Grade: A–
No, Lana, I didn’t, thank you – all cleared up. The most extravagantly talented of that lachrymose, self-harming genre, miserycore, returns with an album described by critics as ‘heavy’, as if we might have expected Mungo Jerry or the Venga Boys. The difference between Del Rey and the rest of those dispossessed chicks warbling bleakly in their bedrooms about all manner of woe is that Lana has a degree of self-awareness and, Christ be praised, even humour. Otherwise, why would she start a song with the words: ‘I haven’t done a cartwheel since I was nine.’ Really – you haven’t? Also, she has learned, over the years, how to write a song – rather than just to staple together snatches of winsome melody which later disappear up their own gently puckering sphincters.
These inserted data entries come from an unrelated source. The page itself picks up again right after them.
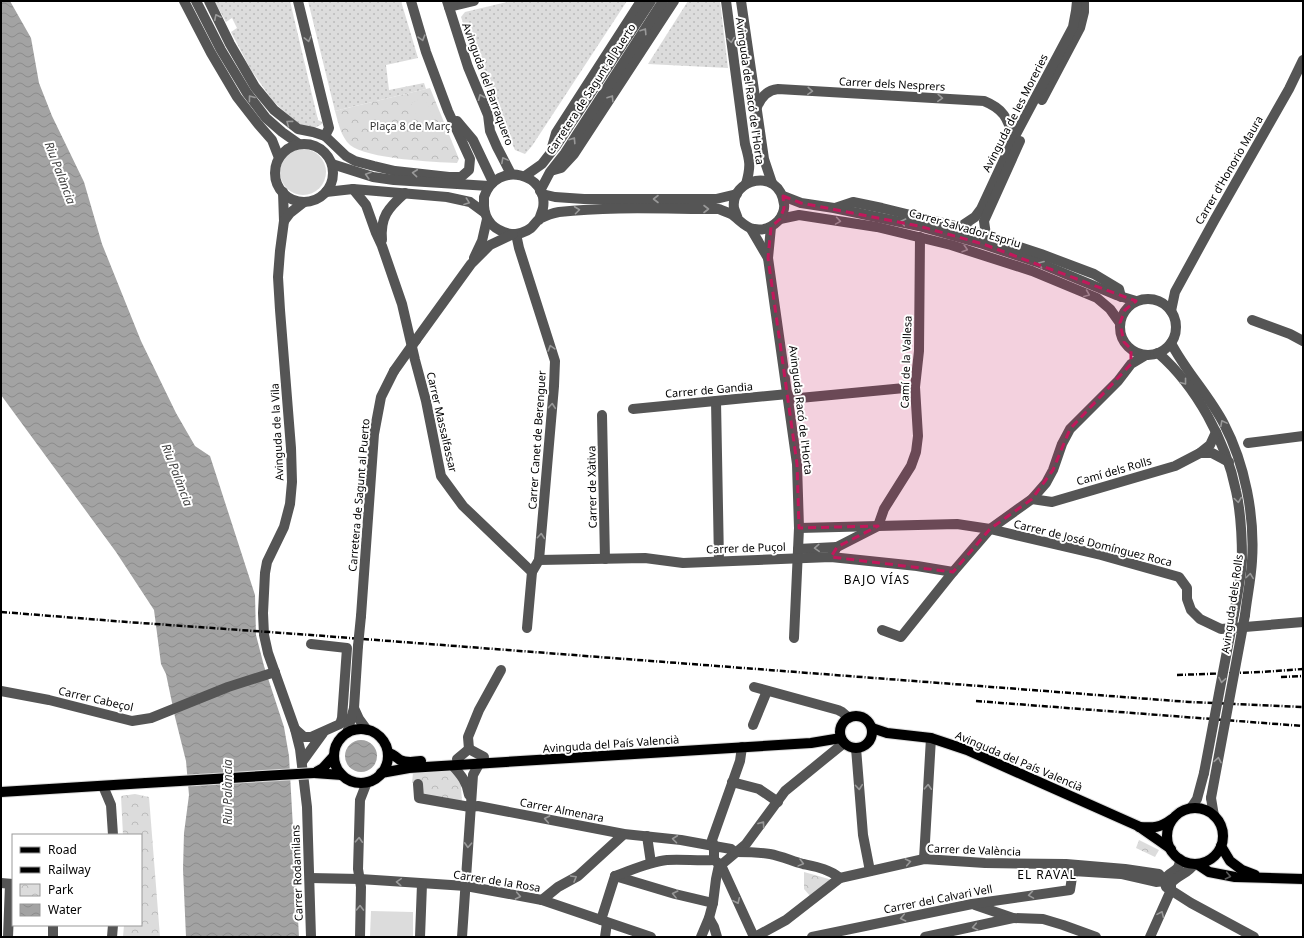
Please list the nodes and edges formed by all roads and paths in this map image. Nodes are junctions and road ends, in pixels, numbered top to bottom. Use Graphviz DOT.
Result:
graph roads {
  1 [pos="184,1"];
  2 [pos="196,1"];
  3 [pos="210,1"];
  4 [pos="298,1"];
  5 [pos="411,1"];
  6 [pos="474,1"];
  7 [pos="641,1"];
  8 [pos="651,1"];
  9 [pos="663,1"];
  10 [pos="674,1"];
  11 [pos="726,1"];
  12 [pos="741,1"];
  13 [pos="1077,1"];
  14 [pos="1084,1"];
  15 [pos="448,4"];
  16 [pos="1303,60"];
  17 [pos="757,107"];
  18 [pos="448,110"];
  19 [pos="325,136"];
  20 [pos="1014,138"];
  21 [pos="299,144"];
  22 [pos="550,155"];
  23 [pos="279,158"];
  24 [pos="332,164"];
  25 [pos="550,172"];
  26 [pos="511,174"];
  27 [pos="525,176"];
  28 [pos="772,183"];
  29 [pos="491,184"];
  30 [pos="746,184"];
  31 [pos="353,189"];
  32 [pos="283,192"];
  33 [pos="326,192"];
  34 [pos="541,192"];
  35 [pos="405,193"];
  36 [pos="737,194"];
  37 [pos="783,196"];
  38 [pos="304,202"];
  39 [pos="834,208"];
  40 [pos="486,216"];
  41 [pos="738,219"];
  42 [pos="780,219"];
  43 [pos="539,220"];
  44 [pos="284,221"];
  45 [pos="960,226"];
  46 [pos="771,227"];
  47 [pos="751,229"];
  48 [pos="515,234"];
  49 [pos="986,235"];
  50 [pos="920,237"];
  51 [pos="382,246"];
  52 [pos="768,258"];
  53 [pos="471,264"];
  54 [pos="1175,292"];
  55 [pos="1122,297"];
  56 [pos="1158,300"];
  57 [pos="1136,301"];
  58 [pos="1171,311"];
  59 [pos="1252,320"];
  60 [pos="1120,322"];
  61 [pos="1303,341"];
  62 [pos="1171,343"];
  63 [pos="1131,349"];
  64 [pos="1158,353"];
  65 [pos="1146,355"];
  66 [pos="1131,364"];
  67 [pos="915,387"];
  68 [pos="788,397"];
  69 [pos="716,401"];
  70 [pos="633,409"];
  71 [pos="602,414"];
  72 [pos="1216,432"];
  73 [pos="1303,436"];
  74 [pos="1248,443"];
  75 [pos="1200,453"];
  76 [pos="1233,460"];
  77 [pos="1032,499"];
  78 [pos="878,526"];
  79 [pos="799,528"];
  80 [pos="990,529"];
  81 [pos="837,547"];
  82 [pos="798,554"];
  83 [pos="831,557"];
  84 [pos="605,559"];
  85 [pos="539,560"];
  86 [pos="719,561"];
  87 [pos="532,572"];
  88 [pos="953,572"];
  89 [pos="1303,622"];
  90 [pos="527,628"];
  91 [pos="882,630"];
  92 [pos="794,638"];
  93 [pos="311,644"];
  94 [pos="501,670"];
  95 [pos="275,672"];
  96 [pos="754,687"];
  97 [pos="1,691"];
  98 [pos="767,691"];
  99 [pos="354,708"];
  100 [pos="849,718"];
  101 [pos="753,726"];
  102 [pos="872,728"];
  103 [pos="295,729"];
  104 [pos="367,730"];
  105 [pos="324,732"];
  106 [pos="347,733"];
  107 [pos="887,733"];
  108 [pos="842,738"];
  109 [pos="931,738"];
  110 [pos="871,740"];
  111 [pos="742,748"];
  112 [pos="856,748"];
  113 [pos="469,749"];
  114 [pos="388,753"];
  115 [pos="334,756"];
  116 [pos="481,761"];
  117 [pos="302,762"];
  118 [pos="455,763"];
  119 [pos="314,773"];
  120 [pos="381,774"];
  121 [pos="342,775"];
  122 [pos="367,782"];
  123 [pos="732,782"];
  124 [pos="418,784"];
  125 [pos="116,785"];
  126 [pos="103,786"];
  127 [pos="1,792"];
  128 [pos="778,802"];
  129 [pos="111,805"];
  130 [pos="470,806"];
  131 [pos="1191,808"];
  132 [pos="1214,816"];
  133 [pos="1172,820"];
  134 [pos="1138,826"];
  135 [pos="113,834"];
  136 [pos="624,834"];
  137 [pos="647,836"];
  138 [pos="714,846"];
  139 [pos="1221,846"];
  140 [pos="1171,849"];
  141 [pos="736,852"];
  142 [pos="924,859"];
  143 [pos="1180,859"];
  144 [pos="651,863"];
  145 [pos="718,863"];
  146 [pos="1052,864"];
  147 [pos="1195,864"];
  148 [pos="1073,871"];
  149 [pos="870,872"];
  150 [pos="615,876"];
  151 [pos="1262,877"];
  152 [pos="310,878"];
  153 [pos="840,878"];
  154 [pos="360,879"];
  155 [pos="1162,879"];
  156 [pos="1303,879"];
  157 [pos="8,884"];
  158 [pos="422,884"];
  159 [pos="466,886"];
  160 [pos="1171,890"];
  161 [pos="542,900"];
  162 [pos="713,903"];
  163 [pos="972,904"];
  164 [pos="709,918"];
  165 [pos="1012,918"];
  166 [pos="604,922"];
  167 [pos="53,926"];
  168 [pos="113,926"];
  169 [pos="8,937"];
  170 [pos="53,937"];
  171 [pos="112,937"];
  172 [pos="311,937"];
  173 [pos="360,937"];
  174 [pos="420,937"];
  175 [pos="462,937"];
  176 [pos="605,937"];
  177 [pos="651,937"];
  178 [pos="701,937"];
  179 [pos="717,937"];
  180 [pos="754,937"];
  181 [pos="812,937"];
  182 [pos="925,937"];
  183 [pos="1096,937"];
  184 [pos="1150,937"];
  185 [pos="1254,937"];
  1 -- 23 [label="street"];
  21 -- 2 [label="street, one-way"];
  19 -- 3 [label="street, one-way"];
  4 -- 19 [label="street, one-way"];
  5 -- 18 [label="street, one-way"];
  6 -- 15 [label="street"];
  7 -- 22 [label="street"];
  8 -- 22 [label="street, Carretera de Sagunt al Puerto"];
  25 -- 9 [label="street, Carretera de Sagunt al Puerto, one-way"];
  25 -- 10 [label="street, one-way"];
  11 -- 30 [label="street, Avinguda del Racó de l'Horta, one-way"];
  12 -- 17 [label="street, Avinguda del Racó de l'Horta"];
  13 -- 20 [label="street, Avinguda de les Moreries"];
  14 -- 49 [label="street, Avinguda de les Moreries"];
  26 -- 15 [label="street, Avinguda del Barraquero, one-way"];
  16 -- 54 [label="street, Carrer d'Honorio Maura"];
  17 -- 20 [label="street, Carrer dels Nesprers, one-way"];
  17 -- 28 [label="street, Avinguda del Racó de l'Horta"];
  18 -- 19 [label="street, one-way"];
  18 -- 29 [label="street"];
  20 -- 45 [label="street, Avinguda de les Moreries"];
  21 -- 23 [label="street"];
  21 -- 24 [label="street"];
  22 -- 27 [label="street, Carretera de Sagunt al Puerto"];
  23 -- 32 [label="street"];
  29 -- 24 [label="street, one-way"];
  24 -- 33 [label="street"];
  25 -- 34 [label="street, Carretera de Sagunt al Puerto"];
  26 -- 27 [label="street"];
  26 -- 29 [label="street"];
  27 -- 34 [label="street"];
  28 -- 30 [label="street"];
  28 -- 37 [label="street"];
  29 -- 40 [label="street"];
  30 -- 36 [label="street"];
  31 -- 33 [label="street"];
  31 -- 35 [label="street"];
  31 -- 51 [label="street, Carrer Massalfassar"];
  32 -- 38 [label="street"];
  32 -- 44 [label="street, Avinguda de la Vila"];
  33 -- 38 [label="street"];
  36 -- 34 [label="street, one-way"];
  34 -- 43 [label="street"];
  35 -- 40 [label="street, one-way"];
  35 -- 51 [label="street, Carrer Massalfassar"];
  36 -- 41 [label="street"];
  37 -- 39 [label="street, Carrer Salvador Espriu"];
  37 -- 42 [label="street"];
  38 -- 44 [label="street"];
  39 -- 45 [label="street"];
  55 -- 39 [label="street, Carrer Salvador Espriu, one-way"];
  40 -- 48 [label="street"];
  40 -- 53 [label="street, Carretera de Sagunt al Puerto"];
  43 -- 41 [label="street, one-way"];
  41 -- 47 [label="street"];
  42 -- 46 [label="street"];
  42 -- 50 [label="street, Carrer Salvador Espriu, one-way"];
  43 -- 48 [label="street"];
  44 -- 95 [label="street, Avinguda de la Vila"];
  45 -- 49 [label="street"];
  46 -- 47 [label="street"];
  46 -- 52 [label="street, Avinguda Racó de l'Horta"];
  47 -- 52 [label="street, Avinguda Racó de l'Horta"];
  48 -- 53 [label="street, Carretera de Sagunt al Puerto"];
  85 -- 48 [label="street, Carrer Canet de Berenguer, one-way"];
  49 -- 55 [label="street"];
  50 -- 60 [label="street, Carrer Salvador Espriu, one-way"];
  50 -- 67 [label="street, Camí de la Vallesa"];
  51 -- 87 [label="street, Carrer Massalfassar"];
  52 -- 68 [label="street, Avinguda Racó de l'Horta"];
  53 -- 99 [label="street, Carretera de Sagunt al Puerto, bridge"];
  54 -- 56 [label="street"];
  54 -- 58 [label="street, Carrer d'Honorio Maura"];
  55 -- 57 [label="street, Carrer Salvador Espriu"];
  56 -- 57 [label="street"];
  56 -- 58 [label="street"];
  57 -- 60 [label="street"];
  58 -- 62 [label="street"];
  59 -- 61 [label="street"];
  60 -- 63 [label="street"];
  62 -- 64 [label="street"];
  76 -- 62 [label="street, Avinguda dels Rolls, one-way"];
  63 -- 65 [label="street"];
  63 -- 66 [label="street"];
  64 -- 65 [label="street"];
  64 -- 72 [label="street, Avinguda dels Rolls, one-way"];
  65 -- 66 [label="street"];
  66 -- 77 [label="street"];
  67 -- 68 [label="street, Carrer de Gandia"];
  67 -- 78 [label="street, Camí de la Vallesa"];
  68 -- 69 [label="street, Carrer de Gandia"];
  68 -- 79 [label="street, Avinguda Racó de l'Horta"];
  69 -- 70 [label="street, Carrer de Gandia"];
  69 -- 86 [label="street"];
  71 -- 84 [label="street, Carrer de Xàtiva"];
  72 -- 75 [label="street, Camí dels Rolls"];
  72 -- 76 [label="street, Avinguda dels Rolls"];
  73 -- 74 [label="street"];
  75 -- 76 [label="street"];
  75 -- 77 [label="street, Camí dels Rolls"];
  76 -- 131 [label="street, Avinguda dels Rolls, one-way, bridge"];
  132 -- 76 [label="street, Avinguda dels Rolls, one-way, bridge"];
  77 -- 80 [label="street"];
  78 -- 79 [label="street"];
  78 -- 80 [label="street"];
  78 -- 81 [label="street"];
  79 -- 82 [label="street, Avinguda Racó de l'Horta"];
  80 -- 88 [label="street"];
  80 -- 89 [label="street, Carrer de José Domínguez Roca"];
  81 -- 82 [label="street, Carrer de Puçol, one-way"];
  81 -- 83 [label="street"];
  82 -- 83 [label="street, Carrer de Puçol"];
  82 -- 86 [label="street, Carrer de Puçol"];
  82 -- 92 [label="street, Avinguda Racó de l'Horta"];
  83 -- 88 [label="street, Carrer de Puçol"];
  84 -- 85 [label="street, Carrer de Puçol"];
  84 -- 86 [label="street, Carrer de Puçol"];
  85 -- 87 [label="street, Carrer Canet de Berenguer"];
  87 -- 90 [label="street, Carrer Canet de Berenguer"];
  88 -- 91 [label="street"];
  93 -- 105 [label="street"];
  94 -- 113 [label="street"];
  95 -- 97 [label="street, Carrer Cabeçol"];
  95 -- 103 [label="street, Avinguda de la Vila"];
  96 -- 98 [label="street"];
  98 -- 100 [label="street"];
  98 -- 101 [label="street"];
  99 -- 104 [label="street"];
  99 -- 106 [label="street, Carretera de Sagunt al Puerto"];
  100 -- 102 [label="main road"];
  100 -- 108 [label="main road"];
  102 -- 107 [label="main road, Avinguda del País Valencià"];
  102 -- 110 [label="main road"];
  103 -- 105 [label="street"];
  103 -- 117 [label="street, Avinguda de la Vila"];
  104 -- 106 [label="main road"];
  104 -- 114 [label="main road"];
  105 -- 117 [label="street"];
  106 -- 115 [label="main road"];
  107 -- 109 [label="main road, Avinguda del País Valencià"];
  107 -- 110 [label="main road"];
  108 -- 111 [label="main road, Avinguda del País Valencià"];
  108 -- 112 [label="main road"];
  108 -- 116 [label="main road, Avinguda del País Valencià"];
  108 -- 128 [label="street"];
  109 -- 134 [label="main road, Avinguda del País Valencià"];
  142 -- 109 [label="street, one-way"];
  110 -- 112 [label="main road"];
  111 -- 116 [label="main road, Avinguda del País Valencià"];
  111 -- 123 [label="street"];
  112 -- 149 [label="street, one-way"];
  113 -- 116 [label="street"];
  113 -- 118 [label="street"];
  114 -- 118 [label="main road, Avinguda del País Valencià"];
  114 -- 120 [label="main road"];
  115 -- 119 [label="main road"];
  115 -- 121 [label="main road"];
  116 -- 118 [label="main road, Avinguda del País Valencià"];
  116 -- 130 [label="street"];
  117 -- 152 [label="street, Carrer Rodamilans"];
  118 -- 120 [label="main road, Avinguda del País Valencià"];
  118 -- 130 [label="street"];
  119 -- 121 [label="main road"];
  119 -- 125 [label="main road, bridge"];
  120 -- 122 [label="main road"];
  121 -- 122 [label="main road"];
  154 -- 122 [label="street, one-way"];
  123 -- 128 [label="street"];
  123 -- 138 [label="street"];
  124 -- 130 [label="street, Carrer Almenara"];
  125 -- 126 [label="main road"];
  125 -- 129 [label="street"];
  126 -- 127 [label="main road"];
  126 -- 129 [label="street"];
  141 -- 128 [label="street, one-way"];
  129 -- 135 [label="street"];
  136 -- 130 [label="street, Carrer Almenara, one-way"];
  130 -- 159 [label="street, one-way"];
  131 -- 132 [label="main road"];
  131 -- 133 [label="main road"];
  132 -- 139 [label="main road"];
  133 -- 134 [label="main road, Avinguda del País Valencià"];
  133 -- 140 [label="main road"];
  134 -- 140 [label="main road, Avinguda del País Valencià"];
  136 -- 137 [label="street, Carrer Almenara"];
  161 -- 136 [label="street, one-way"];
  138 -- 137 [label="street, Carrer Almenara, one-way"];
  137 -- 144 [label="street"];
  138 -- 141 [label="street, Carrer Almenara"];
  138 -- 145 [label="street"];
  139 -- 147 [label="main road"];
  139 -- 151 [label="main road"];
  140 -- 143 [label="main road"];
  141 -- 145 [label="street"];
  141 -- 153 [label="street, one-way"];
  142 -- 146 [label="street, Carrer de València"];
  149 -- 142 [label="street, Carrer de València, one-way"];
  143 -- 147 [label="main road"];
  143 -- 155 [label="street"];
  144 -- 145 [label="street"];
  144 -- 150 [label="street"];
  145 -- 162 [label="street"];
  145 -- 180 [label="street, one-way"];
  146 -- 148 [label="street, Carrer de València"];
  146 -- 155 [label="street, Carrer de València"];
  147 -- 151 [label="main road, one-way"];
  147 -- 160 [label="street"];
  148 -- 155 [label="street, Carrer de València"];
  148 -- 163 [label="street, Carrer del Calvari Vell, one-way"];
  149 -- 153 [label="street, Carrer de València"];
  162 -- 150 [label="street, one-way"];
  150 -- 166 [label="street"];
  151 -- 156 [label="main road"];
  152 -- 154 [label="street, Carrer de la Rosa"];
  152 -- 172 [label="street, Carrer Rodamilans"];
  153 -- 180 [label="street"];
  158 -- 154 [label="street, Carrer de la Rosa, one-way"];
  173 -- 154 [label="street, one-way"];
  155 -- 160 [label="street"];
  157 -- 169 [label="street"];
  158 -- 159 [label="street, Carrer de la Rosa"];
  158 -- 174 [label="street"];
  159 -- 161 [label="street, Carrer de la Rosa, one-way"];
  159 -- 175 [label="street"];
  184 -- 160 [label="street, one-way"];
  160 -- 185 [label="street"];
  161 -- 166 [label="street, Carrer de la Rosa"];
  162 -- 164 [label="street"];
  163 -- 165 [label="street"];
  163 -- 181 [label="street, Carrer del Calvari Vell, one-way"];
  164 -- 178 [label="street"];
  164 -- 179 [label="street"];
  165 -- 182 [label="street, one-way"];
  165 -- 183 [label="street"];
  166 -- 176 [label="street"];
  166 -- 177 [label="street, Carrer de la Rosa"];
  167 -- 170 [label="street"];
  168 -- 171 [label="street"];
}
This is a very good album. It is true that we are still in the land of the plangent piano, almost always beginning with a major chord descending to the minor fourth – an agreeably melancholic change but one that does begin to pall after 40 minutes. But these songs, for once, actually live, they exist. Some even soar – especially the gospel-tinged opener ‘The Grants’, the exquisite ‘Paris, Texas’ and the lead single ‘A&W’, which comes close to claiming possession of the word ‘beautiful’.
She has got herself in trouble with one track, which samples the garrulous celebrity preacher Judah Smith, who has been accused of homophobia on account of having quoted from the Bible. Good, Lana – let them rail against you. You have found melody, and a spine.